Mosquitoes trapped in Keney Park in Hartford have tested positive for West Nile virus, according to the mayor’s office. 

City officials said the state notified them that the mosquitoes trapped on July 24 in the park tested positive for the virus, which can carry symptoms including high fever, headache, neck stiffness, stupor, disorientation, coma, tremors, convulsions, muscle weakness, vision loss, numbness and paralysis. 

There have been no reported cases of any people with West Nile virus in Hartford, city officials said. 

Mosquitoes with West Nile virus have been found this year in: Bethany, Bridgeport, Darien, Easton, Franklin, Greenwich, Madison, New Canaan, New Haven, Stamford, Stratford, Waterbury Waterford, West Haven and Weston. 

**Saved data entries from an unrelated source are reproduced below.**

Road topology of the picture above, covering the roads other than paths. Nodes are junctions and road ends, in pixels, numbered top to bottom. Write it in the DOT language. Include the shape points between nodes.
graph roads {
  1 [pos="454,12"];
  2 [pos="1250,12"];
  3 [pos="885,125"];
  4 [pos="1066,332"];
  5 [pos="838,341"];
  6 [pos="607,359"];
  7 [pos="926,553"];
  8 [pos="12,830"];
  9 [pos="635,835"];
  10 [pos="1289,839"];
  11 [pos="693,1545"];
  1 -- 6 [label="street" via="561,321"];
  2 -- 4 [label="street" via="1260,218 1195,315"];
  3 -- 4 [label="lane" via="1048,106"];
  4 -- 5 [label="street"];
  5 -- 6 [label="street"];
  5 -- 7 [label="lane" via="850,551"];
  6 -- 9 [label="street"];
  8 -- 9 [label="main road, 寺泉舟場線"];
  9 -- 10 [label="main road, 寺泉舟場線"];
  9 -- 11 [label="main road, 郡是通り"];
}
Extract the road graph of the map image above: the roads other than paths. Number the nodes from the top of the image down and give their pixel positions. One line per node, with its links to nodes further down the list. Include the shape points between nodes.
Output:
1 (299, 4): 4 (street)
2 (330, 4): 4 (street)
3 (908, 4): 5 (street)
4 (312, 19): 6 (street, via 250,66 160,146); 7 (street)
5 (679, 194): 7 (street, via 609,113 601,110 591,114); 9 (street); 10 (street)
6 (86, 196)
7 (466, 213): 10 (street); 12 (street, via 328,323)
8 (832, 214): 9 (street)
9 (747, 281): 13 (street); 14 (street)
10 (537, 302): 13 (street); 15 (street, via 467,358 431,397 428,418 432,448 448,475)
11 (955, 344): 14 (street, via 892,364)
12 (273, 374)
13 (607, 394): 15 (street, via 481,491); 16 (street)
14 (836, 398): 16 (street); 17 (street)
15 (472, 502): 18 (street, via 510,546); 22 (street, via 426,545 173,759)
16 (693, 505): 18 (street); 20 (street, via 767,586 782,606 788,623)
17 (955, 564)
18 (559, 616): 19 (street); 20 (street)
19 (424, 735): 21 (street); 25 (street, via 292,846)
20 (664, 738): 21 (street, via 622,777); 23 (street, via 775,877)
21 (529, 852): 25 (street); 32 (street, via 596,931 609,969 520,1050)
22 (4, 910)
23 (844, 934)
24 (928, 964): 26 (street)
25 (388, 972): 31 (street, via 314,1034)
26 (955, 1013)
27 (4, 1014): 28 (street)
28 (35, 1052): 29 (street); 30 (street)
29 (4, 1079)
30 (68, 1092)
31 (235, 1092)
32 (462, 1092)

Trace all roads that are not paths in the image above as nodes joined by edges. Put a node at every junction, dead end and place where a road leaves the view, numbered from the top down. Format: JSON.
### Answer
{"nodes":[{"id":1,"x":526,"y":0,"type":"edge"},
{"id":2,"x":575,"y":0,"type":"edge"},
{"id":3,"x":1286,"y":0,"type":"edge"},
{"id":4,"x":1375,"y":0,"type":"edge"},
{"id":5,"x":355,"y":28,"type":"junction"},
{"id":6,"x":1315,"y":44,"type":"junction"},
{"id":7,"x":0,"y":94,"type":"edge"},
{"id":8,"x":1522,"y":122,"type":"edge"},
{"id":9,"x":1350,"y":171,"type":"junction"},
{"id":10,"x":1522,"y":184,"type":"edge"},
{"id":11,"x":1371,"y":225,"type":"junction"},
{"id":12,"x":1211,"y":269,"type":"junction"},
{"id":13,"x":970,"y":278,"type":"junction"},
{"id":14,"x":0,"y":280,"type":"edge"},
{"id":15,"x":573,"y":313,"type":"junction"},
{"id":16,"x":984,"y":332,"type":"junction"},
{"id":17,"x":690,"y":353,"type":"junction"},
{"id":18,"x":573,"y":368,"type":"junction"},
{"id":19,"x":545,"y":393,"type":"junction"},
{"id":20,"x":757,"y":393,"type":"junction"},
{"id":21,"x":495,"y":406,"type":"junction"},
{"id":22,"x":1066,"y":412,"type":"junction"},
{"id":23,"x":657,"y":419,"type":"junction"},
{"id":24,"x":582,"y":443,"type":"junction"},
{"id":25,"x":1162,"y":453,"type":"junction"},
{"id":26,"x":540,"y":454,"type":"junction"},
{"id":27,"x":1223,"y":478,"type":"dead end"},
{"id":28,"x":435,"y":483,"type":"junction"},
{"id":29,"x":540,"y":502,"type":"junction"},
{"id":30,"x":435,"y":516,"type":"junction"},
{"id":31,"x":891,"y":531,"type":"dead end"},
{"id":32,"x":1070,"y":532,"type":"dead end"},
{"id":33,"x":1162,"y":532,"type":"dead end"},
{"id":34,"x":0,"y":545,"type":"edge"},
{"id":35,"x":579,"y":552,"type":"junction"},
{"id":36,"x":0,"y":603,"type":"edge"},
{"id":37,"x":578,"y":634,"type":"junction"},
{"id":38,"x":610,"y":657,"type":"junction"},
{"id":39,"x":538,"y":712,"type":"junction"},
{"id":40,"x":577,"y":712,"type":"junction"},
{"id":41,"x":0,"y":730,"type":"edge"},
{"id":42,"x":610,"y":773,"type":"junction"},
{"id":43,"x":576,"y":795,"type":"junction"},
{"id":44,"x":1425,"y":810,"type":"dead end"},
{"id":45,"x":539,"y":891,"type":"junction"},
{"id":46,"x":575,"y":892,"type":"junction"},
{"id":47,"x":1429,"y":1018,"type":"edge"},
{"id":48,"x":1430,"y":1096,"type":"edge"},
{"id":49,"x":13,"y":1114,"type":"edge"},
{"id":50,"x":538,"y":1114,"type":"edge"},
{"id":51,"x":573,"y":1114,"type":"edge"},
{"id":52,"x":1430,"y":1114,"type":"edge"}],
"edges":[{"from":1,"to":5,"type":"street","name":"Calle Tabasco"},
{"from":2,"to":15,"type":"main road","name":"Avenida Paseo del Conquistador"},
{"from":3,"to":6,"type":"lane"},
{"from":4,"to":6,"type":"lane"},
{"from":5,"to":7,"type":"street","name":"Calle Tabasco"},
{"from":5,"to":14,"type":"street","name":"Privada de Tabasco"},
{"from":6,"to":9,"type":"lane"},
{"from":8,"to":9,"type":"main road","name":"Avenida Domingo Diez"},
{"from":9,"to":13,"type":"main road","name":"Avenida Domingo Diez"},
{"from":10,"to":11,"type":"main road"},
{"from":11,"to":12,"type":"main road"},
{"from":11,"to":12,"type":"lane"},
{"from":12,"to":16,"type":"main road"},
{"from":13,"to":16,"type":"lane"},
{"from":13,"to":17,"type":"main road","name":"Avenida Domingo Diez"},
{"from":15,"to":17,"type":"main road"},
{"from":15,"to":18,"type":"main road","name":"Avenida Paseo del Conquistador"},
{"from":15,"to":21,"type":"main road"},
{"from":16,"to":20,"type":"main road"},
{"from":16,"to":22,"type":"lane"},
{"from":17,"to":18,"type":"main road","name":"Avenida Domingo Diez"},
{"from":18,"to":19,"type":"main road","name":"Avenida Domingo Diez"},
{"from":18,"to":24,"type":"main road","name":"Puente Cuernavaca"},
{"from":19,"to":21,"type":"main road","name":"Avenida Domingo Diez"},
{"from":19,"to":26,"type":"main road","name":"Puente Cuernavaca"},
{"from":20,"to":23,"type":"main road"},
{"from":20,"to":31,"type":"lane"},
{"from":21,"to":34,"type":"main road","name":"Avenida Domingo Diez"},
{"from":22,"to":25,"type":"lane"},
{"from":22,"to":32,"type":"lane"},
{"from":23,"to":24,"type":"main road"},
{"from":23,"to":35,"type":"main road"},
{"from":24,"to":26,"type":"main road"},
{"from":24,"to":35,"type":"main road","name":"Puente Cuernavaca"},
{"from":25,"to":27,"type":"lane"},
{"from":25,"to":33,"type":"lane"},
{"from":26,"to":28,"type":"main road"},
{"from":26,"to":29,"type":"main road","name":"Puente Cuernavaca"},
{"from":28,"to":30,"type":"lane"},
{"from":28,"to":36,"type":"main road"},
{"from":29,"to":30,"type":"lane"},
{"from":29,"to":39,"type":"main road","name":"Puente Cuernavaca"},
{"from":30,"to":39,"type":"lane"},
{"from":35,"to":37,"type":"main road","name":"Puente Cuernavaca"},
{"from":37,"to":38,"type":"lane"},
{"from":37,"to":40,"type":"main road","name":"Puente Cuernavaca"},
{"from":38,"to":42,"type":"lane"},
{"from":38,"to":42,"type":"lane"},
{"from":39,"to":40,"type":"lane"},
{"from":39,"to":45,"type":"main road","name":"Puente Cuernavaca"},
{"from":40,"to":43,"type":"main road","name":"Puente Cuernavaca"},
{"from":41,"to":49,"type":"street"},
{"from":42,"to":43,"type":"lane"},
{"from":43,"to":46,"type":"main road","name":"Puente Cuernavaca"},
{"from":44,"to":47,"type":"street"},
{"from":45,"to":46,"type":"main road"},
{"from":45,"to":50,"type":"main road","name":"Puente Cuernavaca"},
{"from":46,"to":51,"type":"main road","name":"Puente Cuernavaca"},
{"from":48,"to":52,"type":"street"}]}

“Even though we see the West Nile virus in some form every year in Connecticut, I hope residents will take basic steps to prevent mosquito bites and report any potential West Nile virus infections to a health care professional,” Hartford Mayor Luke Bronin said in a statement. “I want to thank the State Department of Energy and Environmental Protection for their work to detect West Nile virus in Hartford.” 

The positive mosquitoes are Culex Pipiens, a predominantly bird-feeding species that has been identified with WNV in previous years, according to Hartford officials. 

The City of Hartford Department of Health and Human Services recommends the following steps to avoid WNV or other mosquito-borne illnesses: 

Preventing mosquito bites:

  • Be sure door and window screens are tight fitting and in good repair.
  • Wear shoes, socks, long pants, and a long-sleeved shirt when outdoors for long periods, or when mosquitoes are most active. Clothing should be light colored and made of tightly woven materials that keep mosquitoes away from the skin.
  • Use mosquito netting when sleeping in an unscreened structure and to protect small babies when outdoors.
  • Use mosquito repellent, according to directions, when it is necessary to be outdoors. 

Preventing mosquitoes at home:

  • Dispose of water-holding containers such as ceramic pots, used tires, and tire swings.
  • Drill holes in the bottom of containers such as those used for recycling.
  • Clean clogged roof gutters.
  • Turn over objects that may trap water when not in use such as wading pools and wheelbarrows.
  • Change water in bird baths on a weekly basis.
  • Use landscaping techniques to eliminate areas where water can collect on your property.